• Requirement:
All that is wanted is an exact copy of the lines below, starting at the one that contains "<button>−</button>" and running to the end.

• Dataset:
· · ·

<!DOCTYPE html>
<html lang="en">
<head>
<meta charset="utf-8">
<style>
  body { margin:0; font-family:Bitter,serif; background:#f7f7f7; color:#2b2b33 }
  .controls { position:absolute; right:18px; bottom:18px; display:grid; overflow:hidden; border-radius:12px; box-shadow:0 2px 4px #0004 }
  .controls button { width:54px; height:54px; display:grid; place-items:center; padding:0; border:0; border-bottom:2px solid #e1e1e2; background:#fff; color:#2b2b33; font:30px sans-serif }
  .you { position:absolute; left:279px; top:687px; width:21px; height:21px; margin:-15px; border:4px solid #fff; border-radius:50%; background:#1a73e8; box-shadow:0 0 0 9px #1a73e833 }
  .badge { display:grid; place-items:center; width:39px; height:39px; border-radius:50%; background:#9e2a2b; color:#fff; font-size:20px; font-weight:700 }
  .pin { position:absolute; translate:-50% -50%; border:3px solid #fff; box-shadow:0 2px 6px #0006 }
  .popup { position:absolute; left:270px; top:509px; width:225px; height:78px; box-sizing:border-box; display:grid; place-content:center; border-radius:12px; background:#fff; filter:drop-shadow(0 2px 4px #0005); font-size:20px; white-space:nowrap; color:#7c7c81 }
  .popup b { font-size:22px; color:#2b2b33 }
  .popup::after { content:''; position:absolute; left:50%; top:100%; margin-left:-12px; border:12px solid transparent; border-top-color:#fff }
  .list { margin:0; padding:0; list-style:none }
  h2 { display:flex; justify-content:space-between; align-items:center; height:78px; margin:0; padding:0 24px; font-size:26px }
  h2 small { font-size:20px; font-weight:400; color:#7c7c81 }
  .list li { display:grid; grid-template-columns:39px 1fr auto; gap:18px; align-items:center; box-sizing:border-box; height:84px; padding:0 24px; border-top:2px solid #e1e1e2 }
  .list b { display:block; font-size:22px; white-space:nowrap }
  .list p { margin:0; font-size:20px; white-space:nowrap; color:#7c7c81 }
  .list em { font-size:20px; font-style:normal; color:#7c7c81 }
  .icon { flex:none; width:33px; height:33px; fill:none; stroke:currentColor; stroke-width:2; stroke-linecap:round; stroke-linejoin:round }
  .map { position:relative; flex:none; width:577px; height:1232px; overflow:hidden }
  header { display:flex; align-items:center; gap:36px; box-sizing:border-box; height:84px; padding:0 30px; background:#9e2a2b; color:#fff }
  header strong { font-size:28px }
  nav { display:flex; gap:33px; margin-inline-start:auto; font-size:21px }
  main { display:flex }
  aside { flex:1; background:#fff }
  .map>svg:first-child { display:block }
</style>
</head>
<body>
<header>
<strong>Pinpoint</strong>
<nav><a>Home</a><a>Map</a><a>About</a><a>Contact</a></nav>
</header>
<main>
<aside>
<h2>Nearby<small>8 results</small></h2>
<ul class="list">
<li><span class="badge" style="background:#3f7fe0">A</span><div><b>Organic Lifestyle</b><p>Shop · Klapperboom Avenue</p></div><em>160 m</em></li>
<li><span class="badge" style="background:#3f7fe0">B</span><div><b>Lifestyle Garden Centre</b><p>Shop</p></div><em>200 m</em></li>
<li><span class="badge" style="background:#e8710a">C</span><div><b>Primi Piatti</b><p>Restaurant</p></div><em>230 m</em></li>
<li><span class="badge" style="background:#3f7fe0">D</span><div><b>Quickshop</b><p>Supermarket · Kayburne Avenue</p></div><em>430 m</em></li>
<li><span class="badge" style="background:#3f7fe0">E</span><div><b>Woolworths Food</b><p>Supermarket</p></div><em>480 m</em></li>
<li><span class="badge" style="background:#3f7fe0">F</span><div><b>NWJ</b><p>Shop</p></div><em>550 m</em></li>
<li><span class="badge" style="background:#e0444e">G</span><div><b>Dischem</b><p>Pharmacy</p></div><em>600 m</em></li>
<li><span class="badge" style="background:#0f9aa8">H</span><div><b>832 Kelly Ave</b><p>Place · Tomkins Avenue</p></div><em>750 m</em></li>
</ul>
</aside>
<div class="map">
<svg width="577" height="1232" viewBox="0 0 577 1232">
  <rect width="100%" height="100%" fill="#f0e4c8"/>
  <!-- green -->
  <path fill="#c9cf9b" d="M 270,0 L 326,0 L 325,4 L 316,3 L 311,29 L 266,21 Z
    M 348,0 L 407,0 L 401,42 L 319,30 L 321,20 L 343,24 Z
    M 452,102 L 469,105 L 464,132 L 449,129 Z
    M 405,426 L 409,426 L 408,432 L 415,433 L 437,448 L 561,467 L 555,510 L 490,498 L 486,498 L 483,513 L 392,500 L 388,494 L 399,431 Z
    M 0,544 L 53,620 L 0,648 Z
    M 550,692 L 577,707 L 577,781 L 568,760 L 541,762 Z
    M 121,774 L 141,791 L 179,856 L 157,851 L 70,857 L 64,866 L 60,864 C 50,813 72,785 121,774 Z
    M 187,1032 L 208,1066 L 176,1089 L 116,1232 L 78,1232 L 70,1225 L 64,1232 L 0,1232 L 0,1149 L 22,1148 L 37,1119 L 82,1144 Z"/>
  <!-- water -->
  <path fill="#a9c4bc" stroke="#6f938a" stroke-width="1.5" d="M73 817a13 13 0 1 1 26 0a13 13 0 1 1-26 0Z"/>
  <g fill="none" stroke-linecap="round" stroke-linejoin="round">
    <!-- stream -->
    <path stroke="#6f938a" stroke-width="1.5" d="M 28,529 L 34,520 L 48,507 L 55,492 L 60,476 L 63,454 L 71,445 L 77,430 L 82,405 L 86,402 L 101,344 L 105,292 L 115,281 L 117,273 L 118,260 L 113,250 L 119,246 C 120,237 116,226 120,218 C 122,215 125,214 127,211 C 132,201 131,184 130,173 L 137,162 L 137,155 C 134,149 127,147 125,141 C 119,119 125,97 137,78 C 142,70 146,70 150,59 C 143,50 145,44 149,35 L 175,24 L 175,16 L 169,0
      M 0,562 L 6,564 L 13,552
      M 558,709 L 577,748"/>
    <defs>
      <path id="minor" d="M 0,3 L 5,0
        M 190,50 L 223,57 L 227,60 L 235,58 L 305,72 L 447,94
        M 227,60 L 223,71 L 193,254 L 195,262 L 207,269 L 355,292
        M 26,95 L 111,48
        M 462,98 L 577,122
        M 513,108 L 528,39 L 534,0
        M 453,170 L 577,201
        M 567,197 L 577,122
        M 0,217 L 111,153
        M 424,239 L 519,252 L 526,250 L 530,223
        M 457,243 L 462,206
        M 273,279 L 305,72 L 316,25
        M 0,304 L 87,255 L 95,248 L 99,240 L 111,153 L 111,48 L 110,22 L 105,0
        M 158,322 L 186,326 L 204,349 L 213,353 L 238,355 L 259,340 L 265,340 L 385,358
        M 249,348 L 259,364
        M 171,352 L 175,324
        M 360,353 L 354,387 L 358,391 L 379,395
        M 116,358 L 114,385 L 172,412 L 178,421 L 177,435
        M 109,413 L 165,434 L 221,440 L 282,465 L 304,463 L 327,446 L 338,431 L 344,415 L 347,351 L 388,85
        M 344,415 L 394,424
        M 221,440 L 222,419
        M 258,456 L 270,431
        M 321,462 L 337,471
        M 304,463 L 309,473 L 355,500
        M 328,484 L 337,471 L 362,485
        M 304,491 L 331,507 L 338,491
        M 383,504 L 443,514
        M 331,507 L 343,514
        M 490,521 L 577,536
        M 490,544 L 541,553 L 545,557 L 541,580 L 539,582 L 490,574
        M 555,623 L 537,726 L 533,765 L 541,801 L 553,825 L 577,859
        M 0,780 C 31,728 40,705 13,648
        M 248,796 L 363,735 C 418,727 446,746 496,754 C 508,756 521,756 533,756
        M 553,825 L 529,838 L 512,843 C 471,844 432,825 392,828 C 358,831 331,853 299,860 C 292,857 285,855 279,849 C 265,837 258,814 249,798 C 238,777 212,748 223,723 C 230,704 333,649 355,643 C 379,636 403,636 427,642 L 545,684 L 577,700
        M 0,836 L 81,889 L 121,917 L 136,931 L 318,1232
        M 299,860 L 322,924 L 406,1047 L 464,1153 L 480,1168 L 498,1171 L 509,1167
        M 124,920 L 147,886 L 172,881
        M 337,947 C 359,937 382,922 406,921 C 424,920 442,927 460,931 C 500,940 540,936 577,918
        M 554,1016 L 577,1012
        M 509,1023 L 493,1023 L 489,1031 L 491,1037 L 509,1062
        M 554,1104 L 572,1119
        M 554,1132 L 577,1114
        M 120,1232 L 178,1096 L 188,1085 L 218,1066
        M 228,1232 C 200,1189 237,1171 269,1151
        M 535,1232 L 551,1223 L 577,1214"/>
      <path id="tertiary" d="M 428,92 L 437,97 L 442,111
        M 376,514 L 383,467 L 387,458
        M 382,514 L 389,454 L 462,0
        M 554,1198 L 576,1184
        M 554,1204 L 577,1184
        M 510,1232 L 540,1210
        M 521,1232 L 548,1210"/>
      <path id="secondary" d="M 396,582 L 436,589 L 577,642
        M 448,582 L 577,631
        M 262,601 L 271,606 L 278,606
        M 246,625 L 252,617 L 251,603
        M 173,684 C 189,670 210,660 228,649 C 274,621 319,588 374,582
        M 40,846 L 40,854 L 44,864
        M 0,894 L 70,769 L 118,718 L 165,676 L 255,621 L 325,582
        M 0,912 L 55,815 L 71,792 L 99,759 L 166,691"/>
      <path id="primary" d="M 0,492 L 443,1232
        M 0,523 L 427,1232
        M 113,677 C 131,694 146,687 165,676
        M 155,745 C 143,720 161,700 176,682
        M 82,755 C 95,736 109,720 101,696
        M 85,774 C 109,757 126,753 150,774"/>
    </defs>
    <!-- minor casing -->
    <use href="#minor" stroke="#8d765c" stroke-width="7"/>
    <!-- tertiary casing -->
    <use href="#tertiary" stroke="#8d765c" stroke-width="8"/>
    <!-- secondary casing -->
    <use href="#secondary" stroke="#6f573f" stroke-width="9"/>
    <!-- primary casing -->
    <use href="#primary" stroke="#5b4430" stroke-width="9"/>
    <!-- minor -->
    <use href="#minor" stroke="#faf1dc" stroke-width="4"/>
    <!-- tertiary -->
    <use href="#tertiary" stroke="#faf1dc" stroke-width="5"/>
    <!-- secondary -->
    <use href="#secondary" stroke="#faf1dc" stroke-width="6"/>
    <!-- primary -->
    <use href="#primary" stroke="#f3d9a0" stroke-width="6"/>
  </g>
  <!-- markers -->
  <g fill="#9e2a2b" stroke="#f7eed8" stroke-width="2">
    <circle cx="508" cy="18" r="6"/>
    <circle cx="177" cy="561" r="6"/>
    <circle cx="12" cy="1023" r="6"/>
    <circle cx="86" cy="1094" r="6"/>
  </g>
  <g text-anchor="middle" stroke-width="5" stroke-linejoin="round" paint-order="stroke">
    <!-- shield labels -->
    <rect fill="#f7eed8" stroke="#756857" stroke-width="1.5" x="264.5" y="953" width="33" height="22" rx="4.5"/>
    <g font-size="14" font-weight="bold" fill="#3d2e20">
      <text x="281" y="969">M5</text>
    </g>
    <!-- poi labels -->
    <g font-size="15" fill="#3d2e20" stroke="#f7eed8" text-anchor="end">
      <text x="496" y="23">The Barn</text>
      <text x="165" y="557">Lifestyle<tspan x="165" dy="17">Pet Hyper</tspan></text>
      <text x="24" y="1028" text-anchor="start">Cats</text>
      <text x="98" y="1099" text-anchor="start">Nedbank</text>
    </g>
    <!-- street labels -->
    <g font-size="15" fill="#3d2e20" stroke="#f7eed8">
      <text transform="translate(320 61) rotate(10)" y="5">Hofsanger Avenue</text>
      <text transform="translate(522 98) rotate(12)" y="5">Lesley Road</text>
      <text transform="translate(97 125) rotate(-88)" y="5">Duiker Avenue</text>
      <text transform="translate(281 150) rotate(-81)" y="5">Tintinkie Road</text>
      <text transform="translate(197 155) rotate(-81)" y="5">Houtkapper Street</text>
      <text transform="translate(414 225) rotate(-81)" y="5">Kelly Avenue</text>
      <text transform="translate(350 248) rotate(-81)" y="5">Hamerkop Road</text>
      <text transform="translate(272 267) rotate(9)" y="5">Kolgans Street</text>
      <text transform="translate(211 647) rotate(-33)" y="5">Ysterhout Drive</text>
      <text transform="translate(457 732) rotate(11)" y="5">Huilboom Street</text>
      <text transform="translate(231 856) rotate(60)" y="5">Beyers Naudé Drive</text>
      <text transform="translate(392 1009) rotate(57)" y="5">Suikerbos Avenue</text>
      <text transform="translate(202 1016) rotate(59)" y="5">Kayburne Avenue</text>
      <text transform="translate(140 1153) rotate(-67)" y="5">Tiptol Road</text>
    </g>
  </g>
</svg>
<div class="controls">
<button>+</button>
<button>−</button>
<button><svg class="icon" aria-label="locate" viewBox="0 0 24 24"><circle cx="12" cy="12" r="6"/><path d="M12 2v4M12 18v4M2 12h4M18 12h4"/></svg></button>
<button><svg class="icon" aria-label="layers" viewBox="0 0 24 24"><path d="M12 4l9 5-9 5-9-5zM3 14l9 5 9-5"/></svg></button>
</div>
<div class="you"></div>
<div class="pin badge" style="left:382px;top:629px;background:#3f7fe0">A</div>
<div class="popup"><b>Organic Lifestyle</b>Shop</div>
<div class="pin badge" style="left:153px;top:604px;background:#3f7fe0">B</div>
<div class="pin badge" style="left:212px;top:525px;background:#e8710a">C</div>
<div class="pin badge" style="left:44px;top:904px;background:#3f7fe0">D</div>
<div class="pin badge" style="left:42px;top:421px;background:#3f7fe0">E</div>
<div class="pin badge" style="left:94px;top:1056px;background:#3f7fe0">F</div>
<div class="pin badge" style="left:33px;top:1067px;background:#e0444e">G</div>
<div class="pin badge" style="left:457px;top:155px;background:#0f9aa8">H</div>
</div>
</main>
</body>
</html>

· · ·

• Solved problem:
<button>−</button>
<button><svg class="icon" aria-label="locate" viewBox="0 0 24 24"><circle cx="12" cy="12" r="6"/><path d="M12 2v4M12 18v4M2 12h4M18 12h4"/></svg></button>
<button><svg class="icon" aria-label="layers" viewBox="0 0 24 24"><path d="M12 4l9 5-9 5-9-5zM3 14l9 5 9-5"/></svg></button>
</div>
<div class="you"></div>
<div class="pin badge" style="left:382px;top:629px;background:#3f7fe0">A</div>
<div class="popup"><b>Organic Lifestyle</b>Shop</div>
<div class="pin badge" style="left:153px;top:604px;background:#3f7fe0">B</div>
<div class="pin badge" style="left:212px;top:525px;background:#e8710a">C</div>
<div class="pin badge" style="left:44px;top:904px;background:#3f7fe0">D</div>
<div class="pin badge" style="left:42px;top:421px;background:#3f7fe0">E</div>
<div class="pin badge" style="left:94px;top:1056px;background:#3f7fe0">F</div>
<div class="pin badge" style="left:33px;top:1067px;background:#e0444e">G</div>
<div class="pin badge" style="left:457px;top:155px;background:#0f9aa8">H</div>
</div>
</main>
</body>
</html>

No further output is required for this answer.